À l’autre extrémité du spectre, l’Allemagne compte 9 jours fériés nationaux – bien que chaque État fédéral ajoute le sien.
Le Danemark, après le Store Bededag, compte 10 jours de vacances, soit un de moins qu’avant 2024 et en dessous de la moyenne continentale de 11,7 jours, selon Eurostat.
Cet écart a de réelles conséquences budgétaires.
Selon le modèle Rosso-Wagner, un pays fonctionnant avec 15 jours de vacances au lieu de neuf perd l’équivalent d’environ 0,48 % de PIB supplémentaire par an – avant toute compensation de consommation – par rapport à son homologue plus maigre.
Pour la Lituanie, dont l’économie valait environ 79 milliards d’euros en 2024, cela se traduit par une différence de production notionnelle d’environ 360 millions d’euros par an par rapport à l’Allemagne.

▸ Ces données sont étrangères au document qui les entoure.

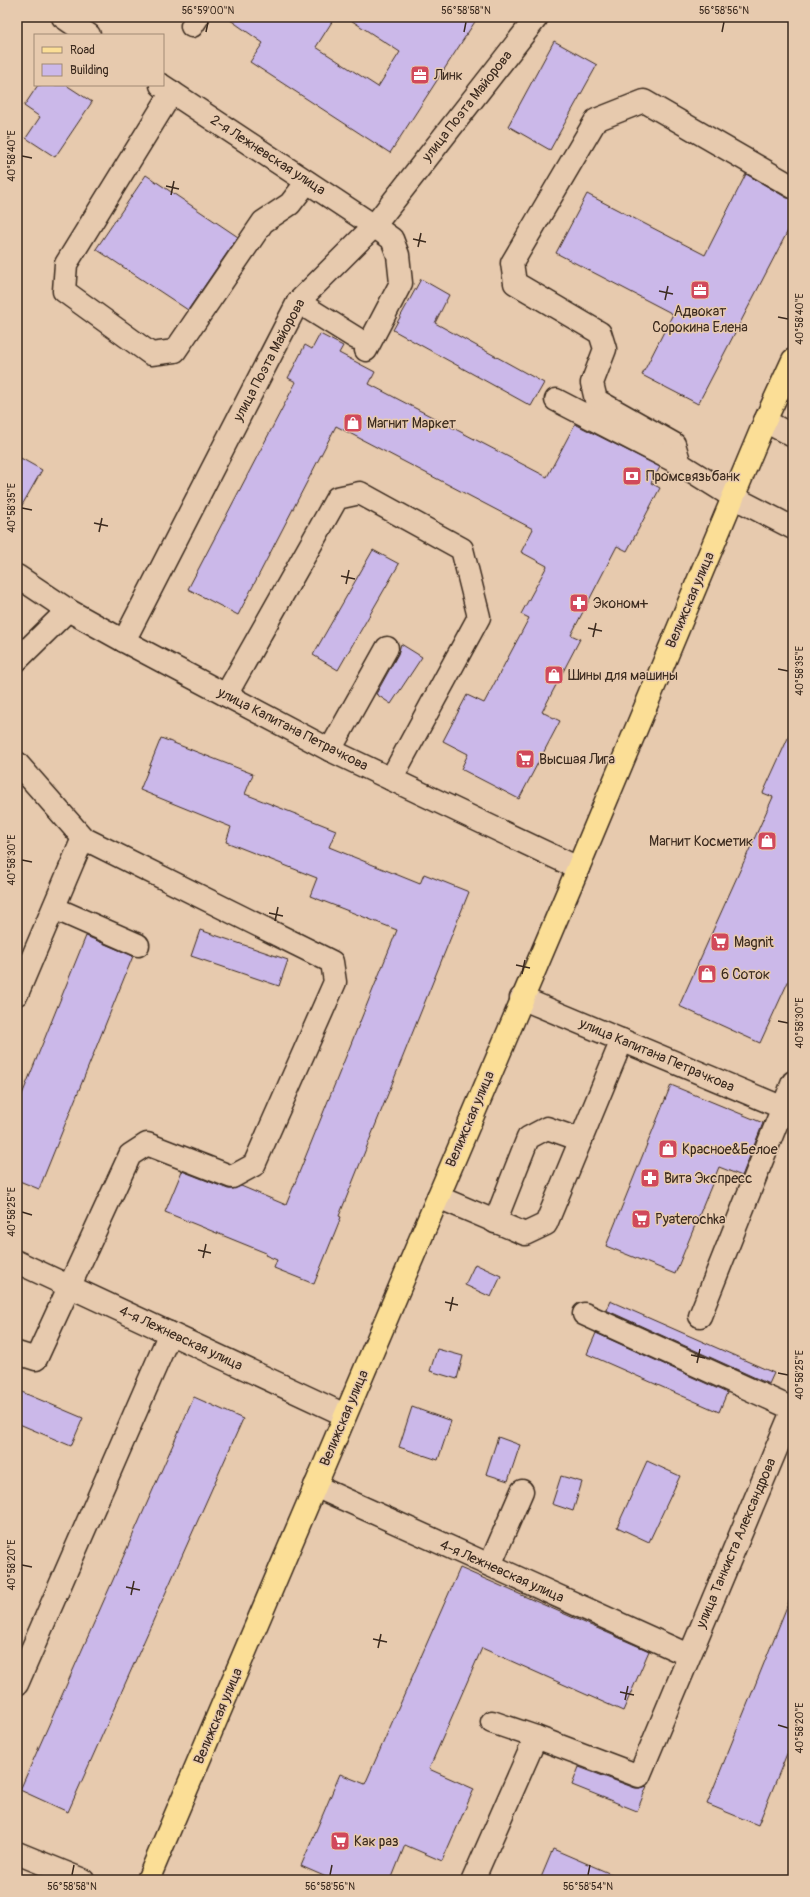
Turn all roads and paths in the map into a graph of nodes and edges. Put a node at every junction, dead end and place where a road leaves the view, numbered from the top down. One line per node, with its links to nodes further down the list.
1 (63, 17): 3 (street)
2 (537, 17): 7 (street, улица Поэта Майорова)
3 (88, 34)
4 (167, 89): 5 (street, 2-я Лежневская улица); 5 (street)
5 (307, 182): 7 (street, 2-я Лежневская улица)
6 (793, 187): 13 (street)
7 (374, 226): 8 (street, улица Поэта Майорова); 8 (street, 2-я Лежневская улица)
8 (298, 302): 18 (street, улица Поэта Майорова)
9 (793, 360): 11 (main road, Велижская улица)
10 (556, 400): 13 (street)
11 (764, 421): 12 (street); 14 (main road, Велижская улица)
12 (793, 436)
13 (680, 464): 14 (street)
14 (733, 497): 15 (street); 26 (main road, Велижская улица)
15 (793, 528)
16 (17, 576): 17 (street, улица Капитана Петрачкова)
17 (68, 610): 18 (street, улица Капитана Петрачкова); 20 (street)
18 (124, 641): 21 (street, улица Капитана Петрачкова)
19 (387, 648): 22 (street)
20 (17, 660)
21 (226, 695): 22 (street, улица Капитана Петрачкова); 24 (street)
22 (330, 750): 24 (street, улица Капитана Петрачкова)
23 (17, 763): 25 (street)
24 (391, 779): 26 (street, улица Капитана Петрачкова)
25 (83, 838): 27 (street); 38 (street)
26 (578, 868): 30 (main road, Велижская улица)
27 (54, 908): 28 (street); 29 (street)
28 (138, 945)
29 (17, 994)
30 (521, 998): 31 (street, улица Капитана Петрачкова); 35 (main road, Велижская улица)
31 (622, 1040): 33 (street, улица Капитана Петрачкова); 34 (street)
32 (793, 1082): 33 (street)
33 (788, 1110): 40 (street)
34 (581, 1140): 36 (street); 36 (street)
35 (438, 1197): 36 (street); 44 (main road, Велижская улица)
36 (495, 1222)
37 (17, 1262): 38 (street, 4-я Лежневская улица)
38 (70, 1287): 41 (street, 4-я Лежневская улица); 42 (street)
39 (584, 1314): 43 (street)
40 (700, 1316)
41 (170, 1333): 44 (street, 4-я Лежневская улица); 49 (street)
42 (17, 1353)
43 (793, 1409): 48 (street, улица Танкиста Александрова)
44 (345, 1415): 45 (main road, Велижская улица)
45 (315, 1486): 47 (street, 4-я Лежневская улица); 54 (main road, Велижская улица)
46 (522, 1491): 47 (street)
47 (490, 1565): 48 (street, 4-я Лежневская улица)
48 (688, 1655): 51 (street, улица Танкиста Александрова)
49 (17, 1684)
50 (492, 1722): 51 (street)
51 (536, 1737): 55 (street)
52 (17, 1853): 53 (street)
53 (83, 1880)
54 (148, 1880)
55 (473, 1880)

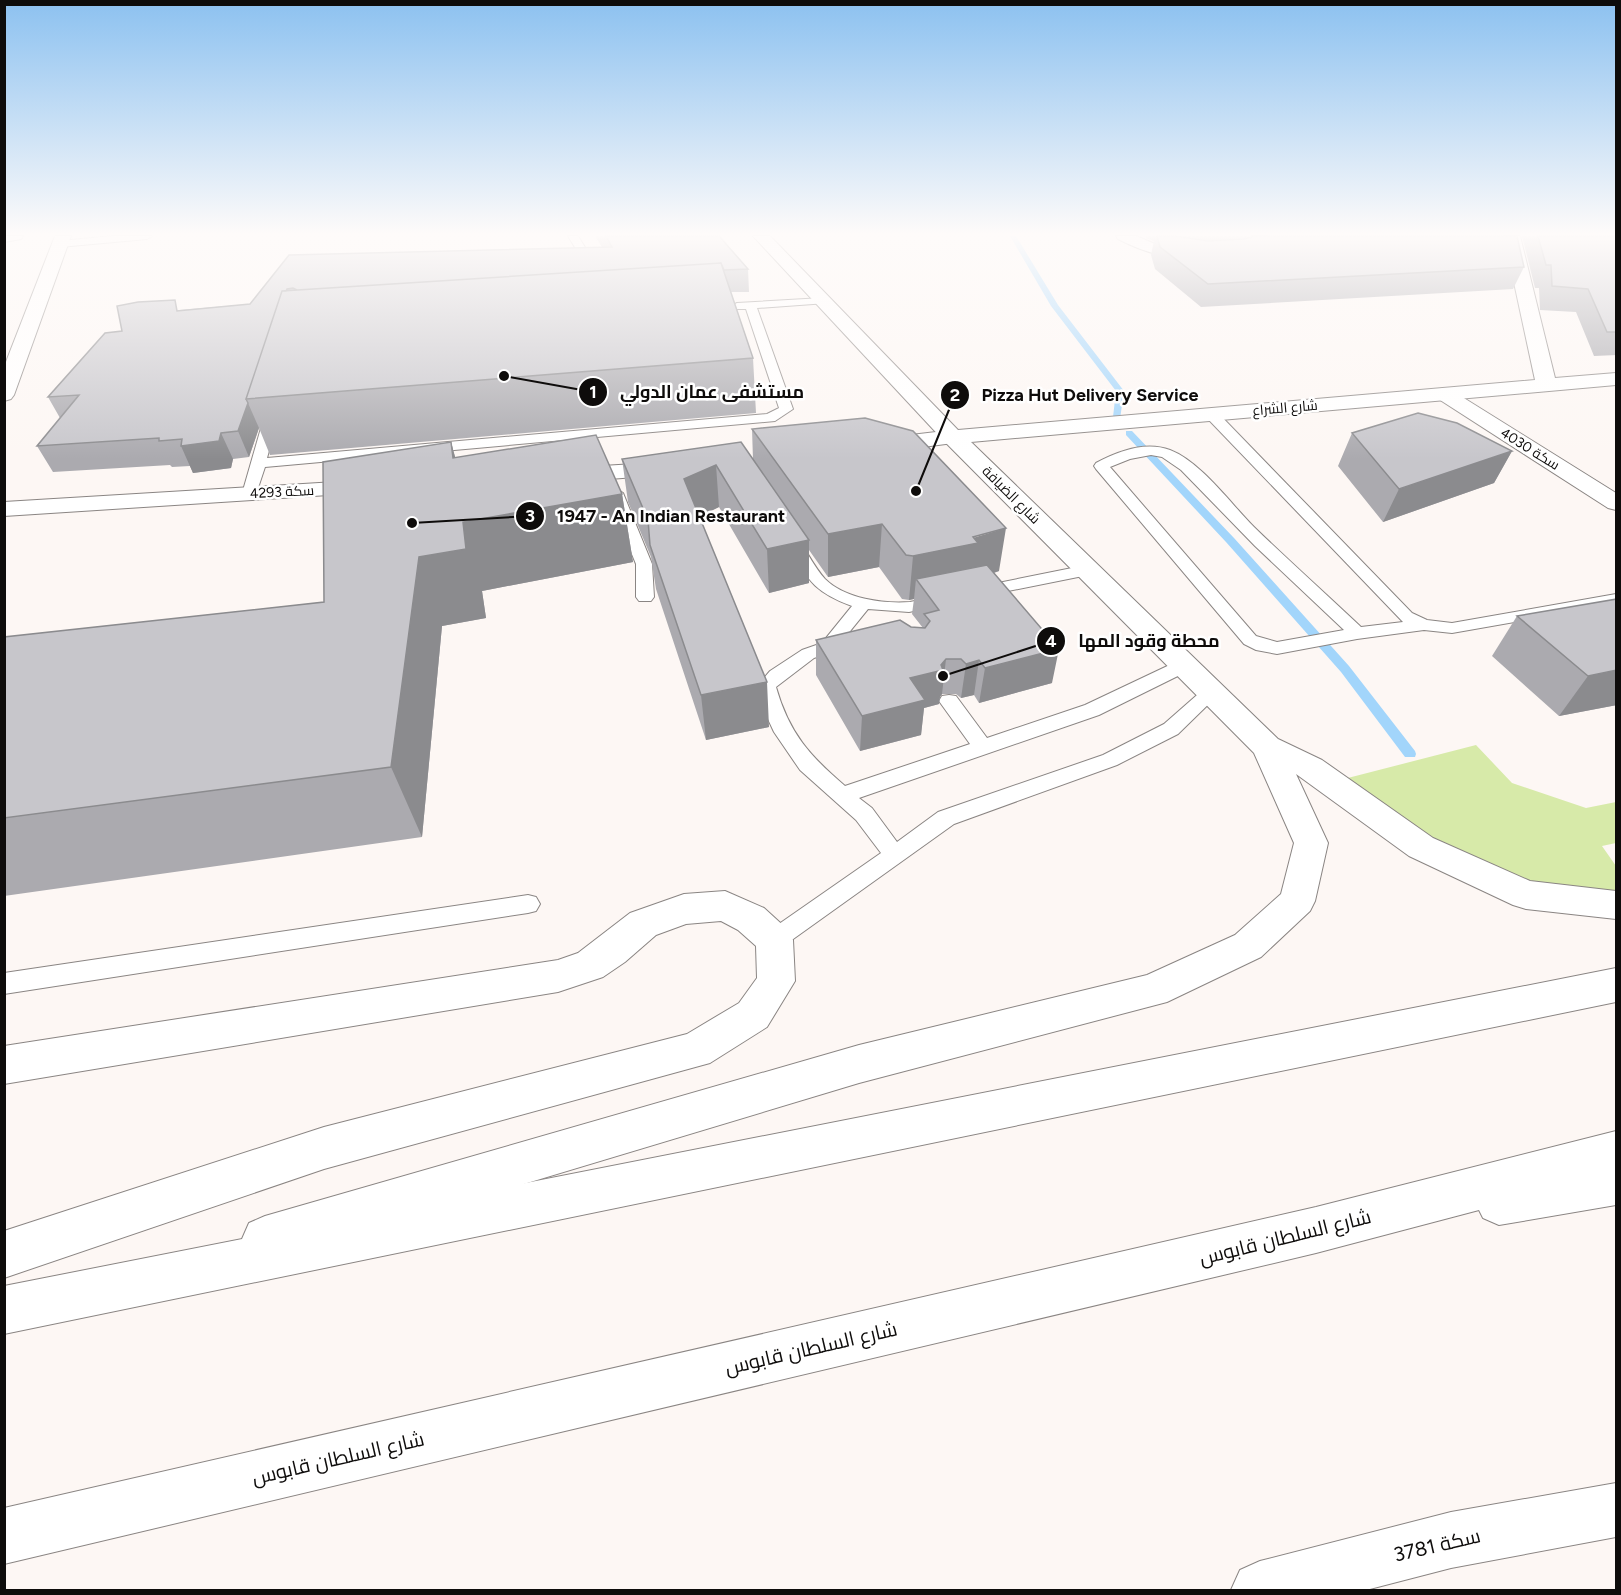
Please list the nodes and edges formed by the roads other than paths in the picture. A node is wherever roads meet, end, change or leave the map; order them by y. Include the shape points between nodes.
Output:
1 (35, 310) edge
2 (752, 310) edge
3 (832, 310) edge
4 (1529, 310) edge
5 (1617, 379) edge
6 (1546, 385) junction
7 (1444, 394) junction
8 (4, 395) edge
9 (274, 406) edge
10 (1212, 415) junction
11 (953, 437) junction
12 (858, 448) edge
13 (257, 463) junction
14 (694, 466) edge
15 (607, 473) junction
16 (548, 476) edge
17 (393, 486) edge
18 (250, 494) junction
19 (1617, 503) edge
20 (4, 509) edge
21 (783, 527) edge
22 (1087, 570) junction
23 (645, 597) dead end
24 (1617, 599) edge
25 (863, 604) junction
26 (1424, 625) junction
27 (1357, 633) junction
28 (1185, 665) junction
29 (1212, 692) junction
30 (949, 701) dead end
31 (983, 747) junction
32 (1267, 747) junction
33 (843, 795) junction
34 (894, 856) junction
35 (528, 904) dead end
36 (1617, 905) edge
37 (774, 940) junction
38 (4, 984) edge
39 (1617, 984) edge
40 (4, 1065) edge
41 (1617, 1152) edge
42 (1617, 1183) edge
43 (1316, 1230) junction
44 (4, 1255) edge
45 (59, 1299) junction
46 (4, 1310) edge
47 (1617, 1510) edge
48 (4, 1536) edge
49 (1260, 1590) edge

1 - 8 main road
2 - 13 lane via 786,409 770,418
3 - 11 main road, شارع الضيافة
4 - 6 main road
5 - 6 main road, شارع الشراع
6 - 7 main road, شارع الشراع
7 - 10 main road, شارع الشراع
7 - 19 main road, سكة 4030
9 - 13 lane
10 - 11 main road, شارع الشراع
10 - 26 lane via 1406,618
11 - 12 main road
11 - 22 main road, شارع الضيافة
13 - 18 lane
14 - 15 main road
15 - 16 main road
15 - 23 lane via 644,564
17 - 18 main road, سكة 4293
18 - 20 main road, سكة 4293
21 - 25 lane via 820,583
22 - 25 lane via 909,607
22 - 28 main road, شارع الضيافة
24 - 26 lane via 1452,628
25 - 33 lane via 858,624 828,647 808,654 766,686 784,732 807,765
26 - 27 lane
27 - 27 lane via 1277,648 1250,640 1101,466 1152,452 1166,453 1184,464
28 - 29 main road, شارع الضيافة
28 - 31 lane via 1092,710
29 - 32 main road, شارع الضيافة
29 - 34 lane via 1171,729 1110,760 946,818
30 - 31 lane
31 - 33 lane
32 - 36 main road via 1311,768 1421,847 1526,895
32 - 45 main road via 1311,843 1297,901 1248,946 1153,990 859,1064
33 - 34 lane via 864,814
34 - 37 lane
35 - 38 lane
37 - 40 main road via 751,919 725,906 684,909 643,924 590,966 558,976
37 - 44 main road via 776,981 753,1015 696,1050 324,1148
39 - 45 main road
41 - 43 main road, شارع السلطان قابوس
42 - 43 main road
43 - 48 main road, شارع السلطان قابوس
45 - 46 main road
47 - 49 main road, سكة 3781 via 1450,1540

Le contre-argument de la productivité
Les économistes veillent à ne pas considérer les jours de congé comme du simple gaspillage.
Le même document du FMI sur le Danemark note que la relation entre les heures de travail et la production n’est pas linéaire : plus les gens travaillent longtemps, moins chaque heure supplémentaire devient productive et une main-d’œuvre bien reposée peut maintenir une production horaire plus élevée tout au long de la semaine de travail.
L’étude Rosso-Wagner a également révélé que les années avec des jours fériés plus transitoires sont associées à moins d’accidents liés au travail et à des augmentations mesurables du bonheur déclaré à court terme – des facteurs qui n’apparaissent pas dans le PIB mais qui importent pour tout calcul complet du bien-être.
Aucun gouvernement européen n’envisage sérieusement d’abolir massivement les jours fériés.